Les premières études d’Alpetunnel renforcent l’argument de la croissance des trafics et de la nécessité d’adapter l’offre infrastructurelle à une demande en forte évolution, qui tend ainsi à se configurer en tant qu’argument « historique » du projet. Les résultats obtenus ne se posent pas en contradiction avec les justifications précédentes du projet qui, à partir de la dimension régionale au tout début des années 1990 jusqu’à la dimension européenne, avaient souligné l’apport du Lyon-Turin dans la redynamisation des secteurs économiques régionaux desservis et la prévention du risque d’enclavement pour ces territoires au carrefour des principaux axes de transit du continent. Les nouvelles études ajoutent au contraire un élément à cette vision du projet : la CIG, en acceptant ces résultats dans son rapport de 1998 aux deux gouvernements, conclut qu’il ne s’agit pas uniquement de supporter la croissance économique avec une meilleure desserte infrastructurelle, mais que c’est cette même croissance, qui se traduit par une évolution des trafics particulièrement positive dans la région alpine et censée se prolonger, qui détermine la nécessité d’une nouvelle offre.

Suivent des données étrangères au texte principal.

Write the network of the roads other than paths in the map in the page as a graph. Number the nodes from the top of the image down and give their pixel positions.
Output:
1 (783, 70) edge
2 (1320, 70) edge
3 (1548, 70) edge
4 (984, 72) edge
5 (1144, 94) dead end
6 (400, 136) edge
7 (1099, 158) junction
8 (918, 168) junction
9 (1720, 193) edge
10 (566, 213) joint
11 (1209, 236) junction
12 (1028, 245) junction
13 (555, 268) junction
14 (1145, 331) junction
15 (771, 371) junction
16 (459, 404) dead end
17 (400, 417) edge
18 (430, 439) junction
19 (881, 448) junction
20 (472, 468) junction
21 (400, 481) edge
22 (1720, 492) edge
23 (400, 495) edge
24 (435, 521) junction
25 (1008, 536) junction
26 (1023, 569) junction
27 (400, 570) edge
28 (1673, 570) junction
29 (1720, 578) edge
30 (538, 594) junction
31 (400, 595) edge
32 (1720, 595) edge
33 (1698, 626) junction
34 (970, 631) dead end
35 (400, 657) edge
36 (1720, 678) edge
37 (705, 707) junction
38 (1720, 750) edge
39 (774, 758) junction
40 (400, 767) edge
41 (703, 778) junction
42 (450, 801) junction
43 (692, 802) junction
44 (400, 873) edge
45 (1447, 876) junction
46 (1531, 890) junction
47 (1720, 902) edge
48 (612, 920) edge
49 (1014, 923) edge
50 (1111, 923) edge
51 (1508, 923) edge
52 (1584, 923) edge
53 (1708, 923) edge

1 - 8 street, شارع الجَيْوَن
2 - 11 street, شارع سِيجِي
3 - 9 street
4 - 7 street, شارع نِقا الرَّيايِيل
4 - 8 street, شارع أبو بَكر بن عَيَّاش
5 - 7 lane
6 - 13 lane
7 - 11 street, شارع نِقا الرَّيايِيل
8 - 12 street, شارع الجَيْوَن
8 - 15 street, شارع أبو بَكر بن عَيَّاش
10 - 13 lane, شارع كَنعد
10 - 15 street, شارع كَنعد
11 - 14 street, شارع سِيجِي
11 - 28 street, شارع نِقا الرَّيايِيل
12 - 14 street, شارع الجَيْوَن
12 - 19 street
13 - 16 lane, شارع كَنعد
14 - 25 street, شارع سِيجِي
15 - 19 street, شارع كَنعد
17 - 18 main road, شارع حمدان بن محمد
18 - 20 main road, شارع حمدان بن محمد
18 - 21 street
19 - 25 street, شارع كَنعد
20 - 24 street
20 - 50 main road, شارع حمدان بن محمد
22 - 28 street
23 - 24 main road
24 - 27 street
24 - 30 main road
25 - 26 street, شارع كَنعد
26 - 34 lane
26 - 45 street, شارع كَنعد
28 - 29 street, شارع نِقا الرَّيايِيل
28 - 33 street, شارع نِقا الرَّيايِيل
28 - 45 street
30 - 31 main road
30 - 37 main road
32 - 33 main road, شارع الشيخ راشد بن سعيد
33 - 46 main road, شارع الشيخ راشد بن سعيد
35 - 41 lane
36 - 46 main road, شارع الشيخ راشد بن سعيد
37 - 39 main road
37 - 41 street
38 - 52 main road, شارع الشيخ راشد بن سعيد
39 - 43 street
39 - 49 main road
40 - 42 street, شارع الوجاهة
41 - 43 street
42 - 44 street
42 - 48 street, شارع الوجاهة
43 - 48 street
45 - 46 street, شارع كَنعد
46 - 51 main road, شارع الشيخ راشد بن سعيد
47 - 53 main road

L’ensemble des argumentations de la Région Rhône-Alpes, de l’Europe et de la CIG, qui font de la croissance des trafics l’élément central de la justification du projet, commence à se heurter à la fin des années 1990 aux évolutions de certains facteurs externes. Ces éléments amènent à remettre en question le postulat de base de l’ensemble de ces représentations qui font du projet le moteur du rayonnement international de la région, du développement économique et des échanges à l’intérieur de la macro-région européenne constituée par les territoires transfrontaliers du corridor de Lyon-Turin.